La sonrisa de Yara se tensó. La furia burbujeaba en su interior, pero se contuvo.

—Roxana, solo quería darte un consejo. Aunque tienes talento musical, jamás has ganado un premio oficial. Te sugiero que no te arriesgues eligiendo música en la prueba práctica. Si fallas, no habrá vuelta atrás.

Yara no había olvidado el día que Roxana llegó a Veridia y tocó aquella pieza musical compleja.

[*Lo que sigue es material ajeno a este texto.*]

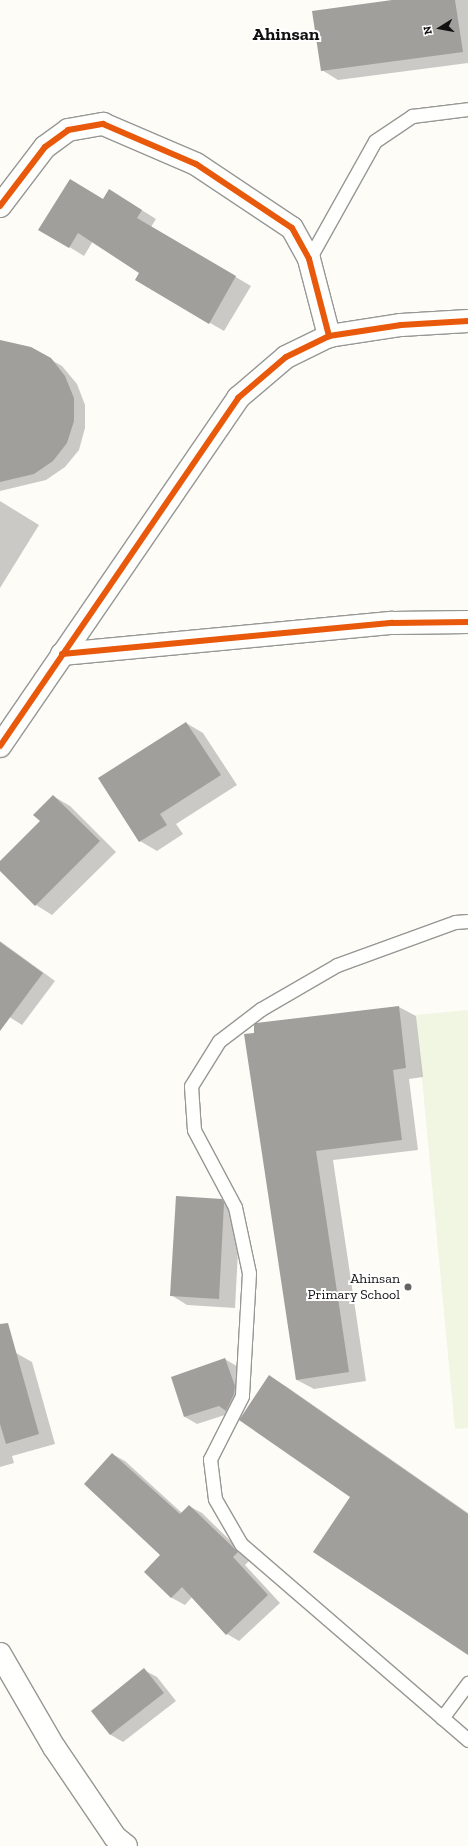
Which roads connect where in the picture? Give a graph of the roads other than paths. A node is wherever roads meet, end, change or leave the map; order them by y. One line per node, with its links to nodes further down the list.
1 (468, 109): 3 (lane)
2 (0, 206): 3 (street)
3 (309, 259): 5 (street)
4 (468, 321): 5 (street)
5 (329, 336): 7 (street)
6 (468, 622): 7 (street)
7 (62, 654): 8 (street)
8 (0, 746)
9 (468, 921): 12 (lane)
10 (0, 1654): 14 (street)
11 (468, 1682): 12 (lane)
12 (442, 1718): 13 (lane)
13 (468, 1740)
14 (126, 1846)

Temía que la historia se repitiera en la universidad, por lo que buscaba ahuyentarla de su territorio a como diera lugar.

Roxana captó el mensaje de inmediato.

—¿Acaso tienes miedo de que te humille en lo que se supone es tu especialidad?

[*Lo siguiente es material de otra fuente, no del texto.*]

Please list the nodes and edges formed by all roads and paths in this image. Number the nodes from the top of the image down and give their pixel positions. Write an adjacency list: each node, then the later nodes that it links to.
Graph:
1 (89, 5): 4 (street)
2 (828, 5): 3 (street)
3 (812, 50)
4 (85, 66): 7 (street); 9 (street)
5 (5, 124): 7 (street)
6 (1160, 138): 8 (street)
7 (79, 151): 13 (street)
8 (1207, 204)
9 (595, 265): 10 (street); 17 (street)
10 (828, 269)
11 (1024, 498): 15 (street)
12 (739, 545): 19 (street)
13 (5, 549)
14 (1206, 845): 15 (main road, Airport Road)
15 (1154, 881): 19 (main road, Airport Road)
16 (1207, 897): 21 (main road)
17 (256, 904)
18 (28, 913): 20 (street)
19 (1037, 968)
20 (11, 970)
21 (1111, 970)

Yara palideció al quedar en evidencia.

Los demás, ignorantes del verdadero nivel de Roxana y creyendo el rumor de que le había robado la composición a Marco, soltaron carcajadas.

—¡Qué chiste! ¡Una inútil plagiadora desafiando a la Reina Yara! ¿Escuché bien?

—Qué mujer tan desagradable. Si no fuera por los contactos de la Reina Yara, esta pueblerina seguiría en medio de la nada. En lugar de agradecerle, ¡quiere competir con ella! ¡Qué ridícula!

Los ojos de Roxana recorrieron al grupo con una frialdad cortante.

—¿Qué pasa? ¿Todos ustedes son los perros falderos de Yara? ¿Tienen que morder a cualquiera que pase?

—¡Maldita perra! ¡¿A quién le dices eso?! —Cristóbal, un bravucón del grupo, se arremangó y dio un paso al frente. Sus amigos lo detuvieron.

—¡Cristóbal, cálmate! ¿Olvidaste que la última vez le provocó una fractura a un tipo?